The question we are concerned with here is whether quantum mechanics is the final theory of the physical universe. The answer we find carries with it a radical revision of our ideas about the nature of physical reality. The change in vision can be likened to the image Plato paints in book VII of the Republic. In his analogy, we are like prisoners in a cave, chained so we cannot even move our heads. We face a wall at the back of the cave on which are thrown shadows of the events in the real world—people walking, trees bending in the wind and so on. These shadows are a representation—a re-presentation—of the real world, but they are not the real world.
What we will infer here is that we are in the same state as the prisoners in the cave. Quantum mechanics implies that in the “real” or most basic physical realm, there is neither space nor time nor matter. Instead these most basic concepts are like the shadows on the wall of the cave, a re-presentation of an underlying reality.
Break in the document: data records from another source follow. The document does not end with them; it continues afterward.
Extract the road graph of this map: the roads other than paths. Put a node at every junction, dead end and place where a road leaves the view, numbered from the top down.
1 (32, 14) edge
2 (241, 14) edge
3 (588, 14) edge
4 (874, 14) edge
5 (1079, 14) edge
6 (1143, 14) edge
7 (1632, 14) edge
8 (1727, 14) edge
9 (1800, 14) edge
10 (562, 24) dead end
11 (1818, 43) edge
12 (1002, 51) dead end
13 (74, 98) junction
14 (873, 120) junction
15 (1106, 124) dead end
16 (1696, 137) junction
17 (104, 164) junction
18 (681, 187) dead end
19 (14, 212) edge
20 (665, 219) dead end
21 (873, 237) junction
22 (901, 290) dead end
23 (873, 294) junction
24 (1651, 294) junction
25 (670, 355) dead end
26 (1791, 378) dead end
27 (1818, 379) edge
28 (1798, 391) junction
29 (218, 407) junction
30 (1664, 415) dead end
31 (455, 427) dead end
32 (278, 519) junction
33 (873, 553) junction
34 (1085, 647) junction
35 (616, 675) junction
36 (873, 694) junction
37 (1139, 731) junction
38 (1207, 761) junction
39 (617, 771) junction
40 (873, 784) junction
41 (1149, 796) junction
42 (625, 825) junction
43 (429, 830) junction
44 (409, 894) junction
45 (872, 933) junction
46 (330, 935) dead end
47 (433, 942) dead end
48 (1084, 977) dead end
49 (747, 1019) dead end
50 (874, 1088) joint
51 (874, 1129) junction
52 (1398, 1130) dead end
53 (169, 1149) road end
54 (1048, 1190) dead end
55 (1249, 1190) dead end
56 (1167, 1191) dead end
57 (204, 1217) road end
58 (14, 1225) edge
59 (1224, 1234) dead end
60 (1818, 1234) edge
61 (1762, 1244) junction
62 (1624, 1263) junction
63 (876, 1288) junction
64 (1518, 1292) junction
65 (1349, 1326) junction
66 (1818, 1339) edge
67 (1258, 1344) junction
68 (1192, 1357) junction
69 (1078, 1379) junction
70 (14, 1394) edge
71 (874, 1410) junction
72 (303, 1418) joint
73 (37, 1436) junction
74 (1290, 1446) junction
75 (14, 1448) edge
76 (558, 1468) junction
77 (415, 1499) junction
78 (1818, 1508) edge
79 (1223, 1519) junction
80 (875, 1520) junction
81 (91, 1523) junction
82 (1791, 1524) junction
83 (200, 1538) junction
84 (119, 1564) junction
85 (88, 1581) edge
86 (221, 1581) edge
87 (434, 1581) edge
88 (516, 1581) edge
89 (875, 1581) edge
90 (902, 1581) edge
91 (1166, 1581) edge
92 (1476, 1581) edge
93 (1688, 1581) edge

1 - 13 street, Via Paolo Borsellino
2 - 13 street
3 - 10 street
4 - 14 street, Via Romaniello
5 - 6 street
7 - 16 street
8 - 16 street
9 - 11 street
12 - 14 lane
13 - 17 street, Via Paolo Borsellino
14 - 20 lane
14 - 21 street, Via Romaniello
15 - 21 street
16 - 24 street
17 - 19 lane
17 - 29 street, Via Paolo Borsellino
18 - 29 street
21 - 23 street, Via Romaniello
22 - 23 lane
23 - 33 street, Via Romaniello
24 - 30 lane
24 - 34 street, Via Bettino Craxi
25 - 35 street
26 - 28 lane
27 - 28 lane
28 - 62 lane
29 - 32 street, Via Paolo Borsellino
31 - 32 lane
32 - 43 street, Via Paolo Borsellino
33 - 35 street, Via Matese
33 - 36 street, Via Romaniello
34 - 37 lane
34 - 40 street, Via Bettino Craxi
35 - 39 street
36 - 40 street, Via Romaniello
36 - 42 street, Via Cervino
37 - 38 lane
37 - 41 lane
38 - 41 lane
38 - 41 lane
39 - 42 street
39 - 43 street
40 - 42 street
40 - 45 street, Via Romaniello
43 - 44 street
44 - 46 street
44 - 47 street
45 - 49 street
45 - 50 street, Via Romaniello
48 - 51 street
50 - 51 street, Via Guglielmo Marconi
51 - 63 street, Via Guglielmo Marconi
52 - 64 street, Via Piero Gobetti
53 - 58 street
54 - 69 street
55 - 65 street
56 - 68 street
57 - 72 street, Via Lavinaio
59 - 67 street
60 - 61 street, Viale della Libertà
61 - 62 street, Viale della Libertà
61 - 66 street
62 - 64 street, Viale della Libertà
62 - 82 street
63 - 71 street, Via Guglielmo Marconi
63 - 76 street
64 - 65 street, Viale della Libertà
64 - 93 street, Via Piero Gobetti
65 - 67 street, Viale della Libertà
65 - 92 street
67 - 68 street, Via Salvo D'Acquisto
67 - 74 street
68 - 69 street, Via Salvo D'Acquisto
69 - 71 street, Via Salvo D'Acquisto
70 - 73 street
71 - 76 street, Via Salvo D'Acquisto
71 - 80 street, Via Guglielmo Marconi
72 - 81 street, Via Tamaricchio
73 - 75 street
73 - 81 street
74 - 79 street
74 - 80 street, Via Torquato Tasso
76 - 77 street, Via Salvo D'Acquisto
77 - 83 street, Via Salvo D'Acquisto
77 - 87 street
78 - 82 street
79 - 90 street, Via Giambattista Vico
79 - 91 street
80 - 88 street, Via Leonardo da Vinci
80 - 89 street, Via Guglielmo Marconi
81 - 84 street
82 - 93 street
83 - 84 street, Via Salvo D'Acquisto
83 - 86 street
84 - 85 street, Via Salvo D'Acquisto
How could we possibly infer this from quantum mechanics, which seems to be such a complete and successful theory of our space-time-matter world? It is done through a branch of mathematics called, appropriately enough, representation theory. In its original form, a mathematical equation will have such and such a form. But one can construct another equation which is a representation of the original equation. It has the same structure as the original equation in many respects, but not in all. There will be certain clues in the structure of the representational equation that it is indeed a representation of the original equation and not the original itself.
What we will show is that quantum mechanics has exactly the characteristics one would expect if it were a representation of a deeper theory. Space, time and matter do not appear in the original statement of this deeper theory; instead they are characteristics of the solutions of the equation. It is the solutions - the state vectors of quantum mechanics - that we perceive, and we then construct our mental world around the characteristics of those solutions.